Material provided:
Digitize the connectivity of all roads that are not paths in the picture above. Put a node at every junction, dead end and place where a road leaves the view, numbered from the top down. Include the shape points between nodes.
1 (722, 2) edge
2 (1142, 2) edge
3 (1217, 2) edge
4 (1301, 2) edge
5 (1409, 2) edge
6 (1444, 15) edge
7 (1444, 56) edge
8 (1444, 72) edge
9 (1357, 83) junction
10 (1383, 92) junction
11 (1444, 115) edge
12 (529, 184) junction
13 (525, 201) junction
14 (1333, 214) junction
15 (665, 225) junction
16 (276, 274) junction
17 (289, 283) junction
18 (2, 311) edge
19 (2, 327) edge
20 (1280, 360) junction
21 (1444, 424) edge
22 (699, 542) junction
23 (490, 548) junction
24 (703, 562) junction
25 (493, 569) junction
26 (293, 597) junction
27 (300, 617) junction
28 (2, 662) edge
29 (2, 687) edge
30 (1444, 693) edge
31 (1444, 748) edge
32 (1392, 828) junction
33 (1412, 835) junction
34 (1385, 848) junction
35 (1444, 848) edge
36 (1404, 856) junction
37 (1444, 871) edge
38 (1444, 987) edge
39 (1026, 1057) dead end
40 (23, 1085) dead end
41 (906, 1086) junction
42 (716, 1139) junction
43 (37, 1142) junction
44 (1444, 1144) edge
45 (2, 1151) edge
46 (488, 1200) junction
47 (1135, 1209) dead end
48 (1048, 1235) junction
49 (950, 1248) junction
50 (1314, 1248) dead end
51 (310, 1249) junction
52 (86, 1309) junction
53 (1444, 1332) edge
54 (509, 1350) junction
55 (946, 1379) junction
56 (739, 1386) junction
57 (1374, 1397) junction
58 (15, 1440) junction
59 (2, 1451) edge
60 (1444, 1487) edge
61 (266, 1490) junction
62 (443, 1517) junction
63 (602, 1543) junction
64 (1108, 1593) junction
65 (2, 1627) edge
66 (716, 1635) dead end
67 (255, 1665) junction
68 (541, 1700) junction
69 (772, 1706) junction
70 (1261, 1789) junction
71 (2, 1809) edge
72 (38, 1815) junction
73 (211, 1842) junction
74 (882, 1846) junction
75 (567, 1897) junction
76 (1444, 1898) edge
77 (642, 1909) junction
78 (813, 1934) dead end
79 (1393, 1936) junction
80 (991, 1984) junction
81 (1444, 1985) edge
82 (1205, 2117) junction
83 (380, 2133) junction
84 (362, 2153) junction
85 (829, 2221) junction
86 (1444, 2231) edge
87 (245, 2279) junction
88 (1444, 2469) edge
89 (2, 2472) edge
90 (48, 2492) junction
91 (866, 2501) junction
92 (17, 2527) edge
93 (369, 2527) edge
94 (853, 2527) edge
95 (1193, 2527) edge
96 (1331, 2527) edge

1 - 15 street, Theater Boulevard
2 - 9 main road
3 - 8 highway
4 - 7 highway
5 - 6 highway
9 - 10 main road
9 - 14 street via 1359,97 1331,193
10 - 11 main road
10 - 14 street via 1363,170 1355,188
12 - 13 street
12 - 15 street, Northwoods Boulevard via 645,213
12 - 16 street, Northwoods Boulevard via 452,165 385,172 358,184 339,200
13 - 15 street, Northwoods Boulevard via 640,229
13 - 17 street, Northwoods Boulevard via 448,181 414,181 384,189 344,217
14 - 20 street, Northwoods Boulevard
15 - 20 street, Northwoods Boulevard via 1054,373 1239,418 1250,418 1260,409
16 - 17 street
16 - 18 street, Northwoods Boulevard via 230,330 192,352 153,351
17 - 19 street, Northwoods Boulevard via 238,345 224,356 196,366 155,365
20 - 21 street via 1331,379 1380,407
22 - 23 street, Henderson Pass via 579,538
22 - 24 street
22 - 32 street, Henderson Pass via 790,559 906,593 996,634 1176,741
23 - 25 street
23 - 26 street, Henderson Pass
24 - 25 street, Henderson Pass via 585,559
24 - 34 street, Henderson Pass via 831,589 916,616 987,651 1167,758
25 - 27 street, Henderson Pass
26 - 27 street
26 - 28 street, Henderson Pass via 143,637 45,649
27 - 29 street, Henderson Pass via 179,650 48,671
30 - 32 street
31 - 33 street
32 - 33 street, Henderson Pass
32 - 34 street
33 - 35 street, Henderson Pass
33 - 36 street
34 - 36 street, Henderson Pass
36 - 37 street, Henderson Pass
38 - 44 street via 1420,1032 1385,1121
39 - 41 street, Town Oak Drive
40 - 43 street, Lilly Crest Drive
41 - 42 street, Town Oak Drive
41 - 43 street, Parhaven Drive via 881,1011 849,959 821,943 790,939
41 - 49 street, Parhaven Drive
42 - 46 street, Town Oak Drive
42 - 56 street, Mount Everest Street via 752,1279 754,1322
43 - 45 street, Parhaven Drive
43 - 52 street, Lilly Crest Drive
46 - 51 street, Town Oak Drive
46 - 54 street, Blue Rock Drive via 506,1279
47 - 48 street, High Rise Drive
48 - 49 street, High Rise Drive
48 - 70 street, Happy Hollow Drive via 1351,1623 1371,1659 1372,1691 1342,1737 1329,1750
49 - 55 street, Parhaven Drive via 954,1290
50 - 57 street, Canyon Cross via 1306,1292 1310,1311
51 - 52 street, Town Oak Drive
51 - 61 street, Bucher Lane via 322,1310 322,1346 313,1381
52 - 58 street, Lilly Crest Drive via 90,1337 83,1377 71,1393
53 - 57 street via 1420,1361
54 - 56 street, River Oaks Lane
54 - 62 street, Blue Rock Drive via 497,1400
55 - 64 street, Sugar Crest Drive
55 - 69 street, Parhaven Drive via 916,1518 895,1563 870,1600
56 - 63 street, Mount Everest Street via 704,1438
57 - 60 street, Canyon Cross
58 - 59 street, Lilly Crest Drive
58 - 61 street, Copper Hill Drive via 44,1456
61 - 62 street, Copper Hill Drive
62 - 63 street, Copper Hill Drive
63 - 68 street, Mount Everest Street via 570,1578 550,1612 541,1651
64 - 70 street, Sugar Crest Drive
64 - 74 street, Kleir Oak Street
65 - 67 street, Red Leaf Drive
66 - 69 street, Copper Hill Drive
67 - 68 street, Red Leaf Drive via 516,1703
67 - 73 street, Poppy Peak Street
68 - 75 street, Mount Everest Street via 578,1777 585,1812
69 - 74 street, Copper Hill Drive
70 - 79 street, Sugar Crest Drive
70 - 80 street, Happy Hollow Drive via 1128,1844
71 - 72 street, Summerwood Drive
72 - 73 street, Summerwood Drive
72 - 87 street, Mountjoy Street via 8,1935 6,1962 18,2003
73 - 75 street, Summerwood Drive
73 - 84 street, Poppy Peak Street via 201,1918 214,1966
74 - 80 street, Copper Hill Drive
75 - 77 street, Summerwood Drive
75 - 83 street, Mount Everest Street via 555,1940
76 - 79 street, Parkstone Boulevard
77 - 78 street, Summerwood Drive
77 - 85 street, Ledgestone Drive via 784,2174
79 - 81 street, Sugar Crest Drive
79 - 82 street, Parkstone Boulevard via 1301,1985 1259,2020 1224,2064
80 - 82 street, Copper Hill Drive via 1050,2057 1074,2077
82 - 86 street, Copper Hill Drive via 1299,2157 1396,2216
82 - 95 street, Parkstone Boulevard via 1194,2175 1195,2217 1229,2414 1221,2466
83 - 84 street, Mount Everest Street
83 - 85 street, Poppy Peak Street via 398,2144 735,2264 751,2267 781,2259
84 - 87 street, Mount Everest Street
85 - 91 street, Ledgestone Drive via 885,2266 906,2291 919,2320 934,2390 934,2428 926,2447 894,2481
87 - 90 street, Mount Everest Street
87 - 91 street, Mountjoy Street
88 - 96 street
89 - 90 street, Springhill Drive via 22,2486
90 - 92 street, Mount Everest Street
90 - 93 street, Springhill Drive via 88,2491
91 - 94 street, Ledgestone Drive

About this exercise: Please show every line of the entries above that contains the word "Canyon".

Task result:
50 - 57 street, Canyon Cross via 1306,1292 1310,1311
57 - 60 street, Canyon Cross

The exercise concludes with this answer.